Design, molecular docking, synthesis and in vitro evaluation of anti-influenza activity of oseltamivir carboxamides and their hybrid molecules with hydroxamic acid

Abstract

Background The influenza virus is a highly contagious respiratory disease that causes seasonal outbreaks and occasionally, unpredictable pandemics with high morbidity and mortality rates. This problem is exacerbated by the lack of drugs with potential antiviral activity against all types of influenza strains, including resistant strains. Therefore, there is an urgent need to develop novel antiviral agents. Methods The synthesis of new oseltamivir carboxamides with amino acids and the subsequent synthesis of hybrid molecules with hydroxamic acid were considered.
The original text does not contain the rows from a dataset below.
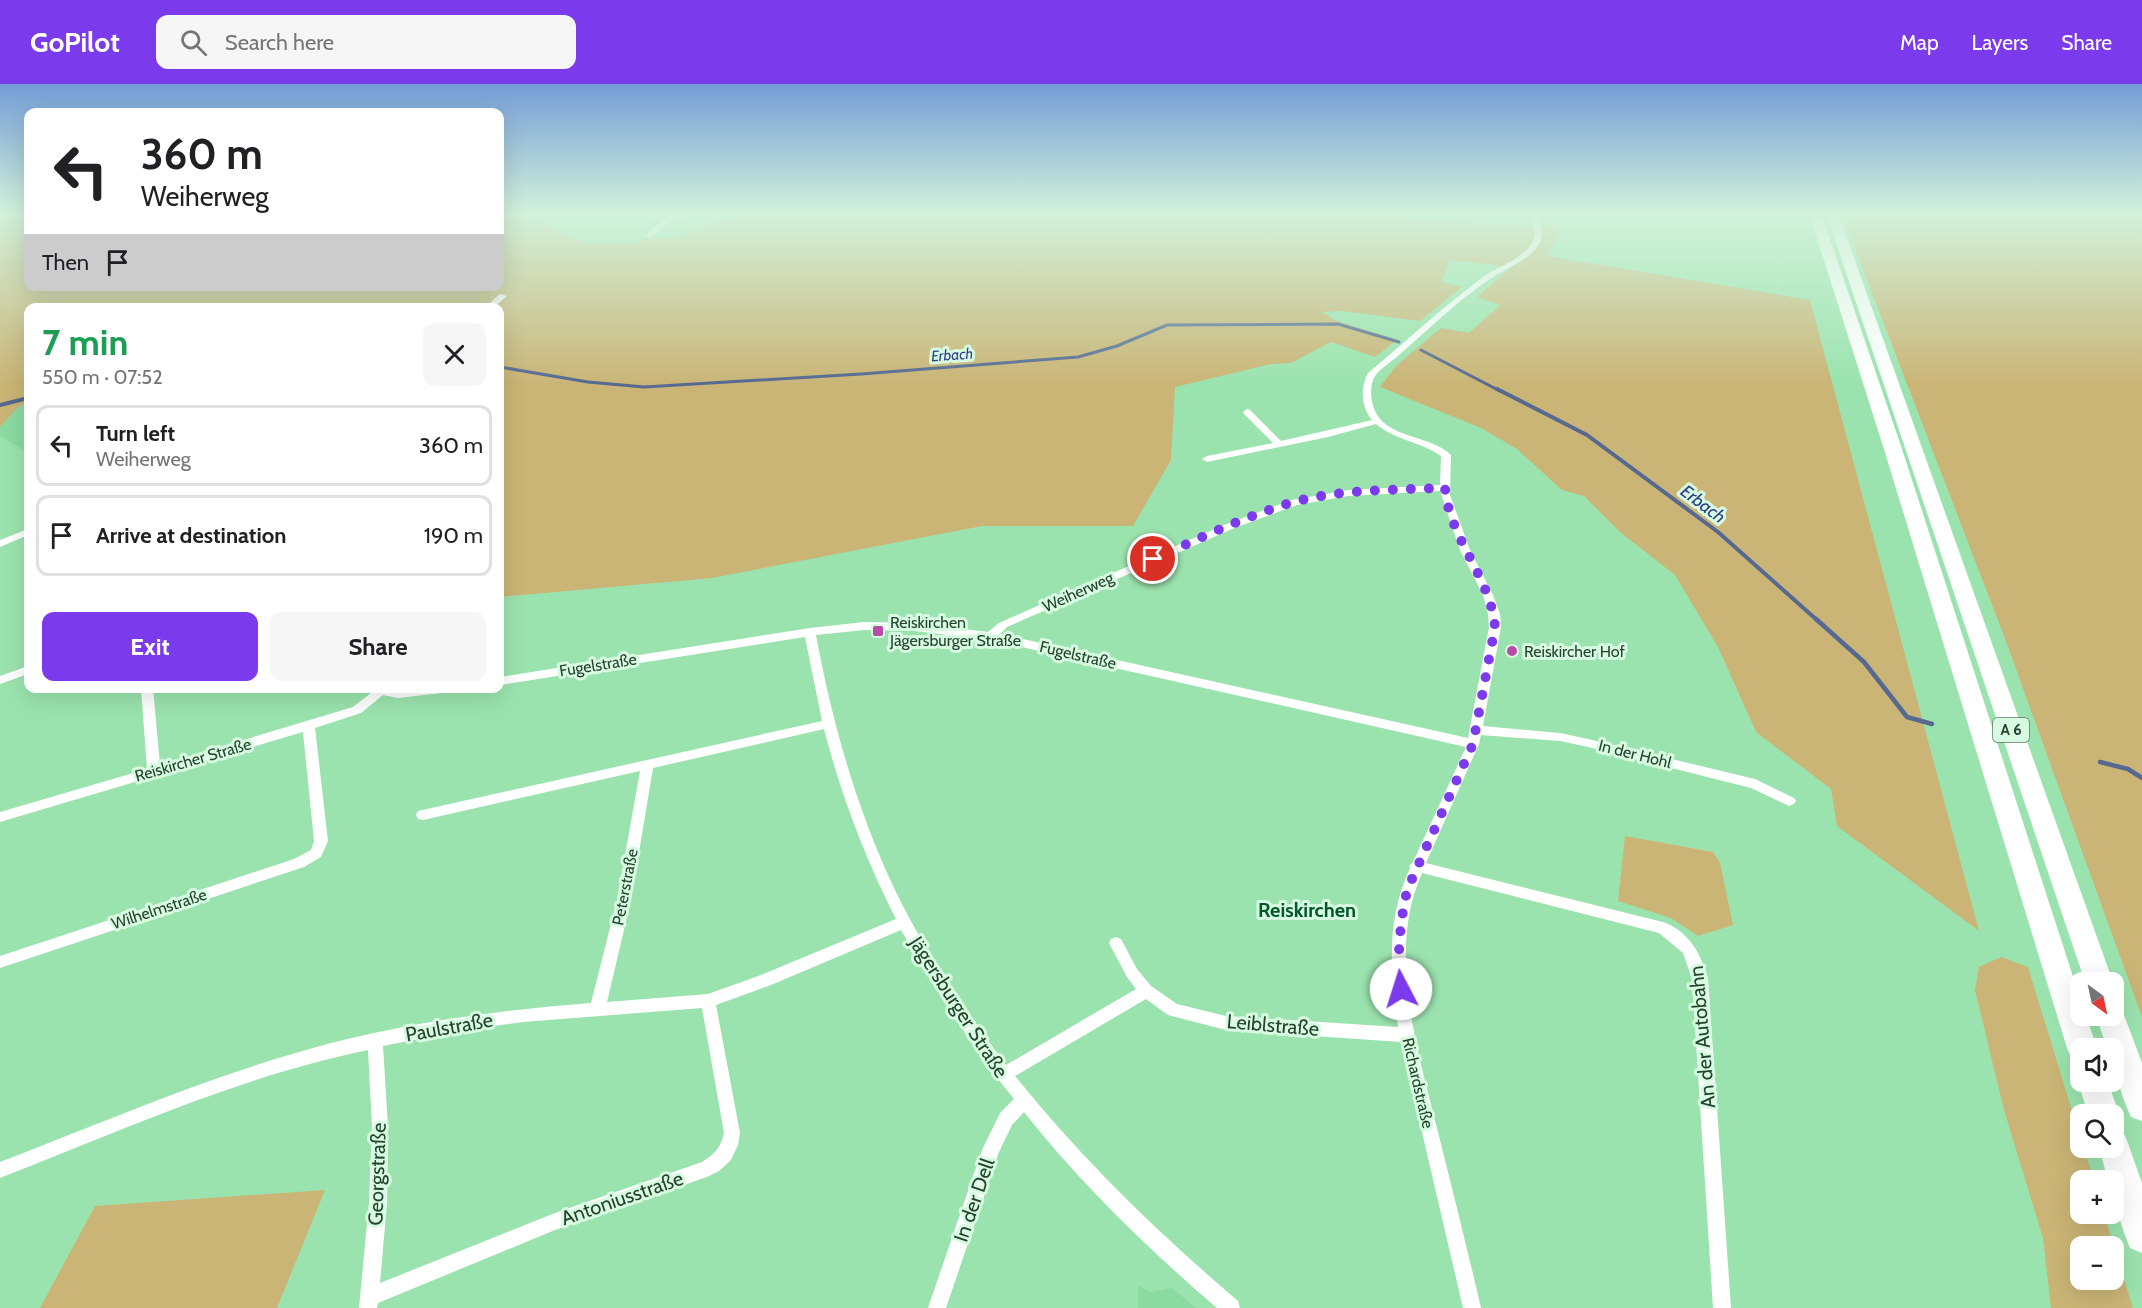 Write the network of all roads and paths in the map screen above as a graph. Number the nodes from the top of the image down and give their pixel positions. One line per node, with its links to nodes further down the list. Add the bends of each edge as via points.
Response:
1 (1497, 270): 7 (street, via 1371,375 1367,394 1369,407)
2 (1834, 270): 40 (highway, A 6)
3 (1852, 270): 34 (highway, A 6)
4 (504, 296): 5 (street)
5 (494, 303)
6 (1247, 412): 8 (street)
7 (1378, 421): 8 (street); 10 (street, Richardstraße, via 1446,455)
8 (1278, 443): 9 (street)
9 (1207, 459)
10 (1445, 488): 14 (street, Weiherweg, via 1348,493 1295,502 1077,592 1003,625); 24 (street, Richardstraße, via 1459,536 1494,614 1492,651)
11 (24, 534): 12 (street)
12 (0, 544)
13 (810, 632): 14 (street, Fugelstraße, via 884,626); 17 (street, Fugelstraße); 22 (street, Jägersburger Straße)
14 (991, 636): 24 (street, Fugelstraße)
15 (24, 671): 16 (street)
16 (0, 680)
17 (504, 680)
18 (147, 693): 26 (street)
19 (379, 693): 23 (street, Reiskircher Straße, via 357,710)
20 (389, 693): 21 (street)
21 (407, 693)
22 (828, 724): 25 (street); 31 (street, Jägersburger Straße, via 860,822)
23 (309, 726): 26 (street, Reiskircher Straße); 33 (street, Wilhelmstraße, via 321,841 316,853 299,863)
24 (1474, 737): 27 (street, In der Hohl, via 1560,737 1755,784); 30 (street, Richardstraße)
25 (647, 766): 28 (street); 37 (street, Peterstraße, via 624,900)
26 (154, 772): 29 (street, Reiskircher Straße)
27 (1789, 801)
28 (423, 815)
29 (0, 817)
30 (1416, 866): 39 (street, Richardstraße, via 1401,922 1398,966); 52 (street, An der Autobahn, via 1664,928 1681,939 1695,957 1700,979)
31 (904, 922): 36 (street, Paulstraße); 42 (street, Jägersburger Straße, via 948,996)
32 (1116, 943): 35 (street, Leiblstraße)
33 (0, 962)
34 (2095, 972)
35 (1146, 991): 39 (street, Leiblstraße, via 1173,1010 1226,1023); 42 (street)
36 (708, 1000): 37 (street, Paulstraße); 48 (street, Antoniusstraße, via 732,1132 723,1160 503,1242)
37 (598, 1008): 41 (street, Paulstraße, via 463,1023)
38 (2114, 1026): 44 (highway)
39 (1407, 1035): 51 (street, Richardstraße)
40 (2079, 1038)
41 (375, 1040): 46 (street, Paulstraße, via 262,1071); 48 (street, Georgstraße, via 380,1127)
42 (1003, 1075): 43 (street, Jägersburger Straße)
43 (1024, 1100): 49 (street, In der Dell, via 1006,1119 991,1150); 50 (street, Jägersburger Straße, via 1097,1186 1190,1275)
44 (2142, 1107)
45 (2118, 1158): 47 (highway)
46 (0, 1170)
47 (2142, 1236)
48 (369, 1302)
49 (937, 1308)
50 (1231, 1308)
51 (1472, 1308)
52 (1722, 1308)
Two series are presented as series one; oseltamivir carboxamides with L-serine, L-isoleucine, L-phenylalanine, L-tyrosine and series two included hydroxamates of series one. This approach may provide promising candidates with potential anti-influenza activity. The in vitro cytotoxic activity against Madin-Darby Canine Kidney (MDCK), type (NBL-2) - CCL-34 cells using the MTT ((3-(4,5-dimethylthiazol-2-yl)-2,5-diphenyltetrazolium bromide) assay was used to determine the half maximal inhibitory concentrations (IC50) of the investigated compounds. The percent inhibition of neuraminidase was plotted against concentrations and the IC50 values were calculated by non-linear logistic curve fitting. Results The compounds were subjected to molecular docking using the GOLD suite (version 5.7.1) to predict the binding affinities for neuraminidase (3CL0). The docking scores are presented as PLP fitness and are comparable to those of oseltamivir. Oseltamivir-Phenylalanine recorded the highest docking score (72.23 kcal/mol), while, oseltamivir acid was recorded (56.24 kcal/mol). The ADMET parameters were generated using the Swiss ADME server to predict successful candidates with reasonable oral absorption and safety margins. All compounds are safer than oseltamivir and their IC50 values for neuraminidase inhibition were variable. The hybrids showed a lower percentage of viable cells. Oseltamivir-phenylalanine had the highest inhibitory activity against neuraminidase (3.03 μM), when compared with oseltamivir (67.22 μM). Conclusion Oseltamivir-phenylalanine showed remarkable and very significant activity, and the hybrid molecules were surprisingly less effective on neuraminidase than oseltamivir carboxamides.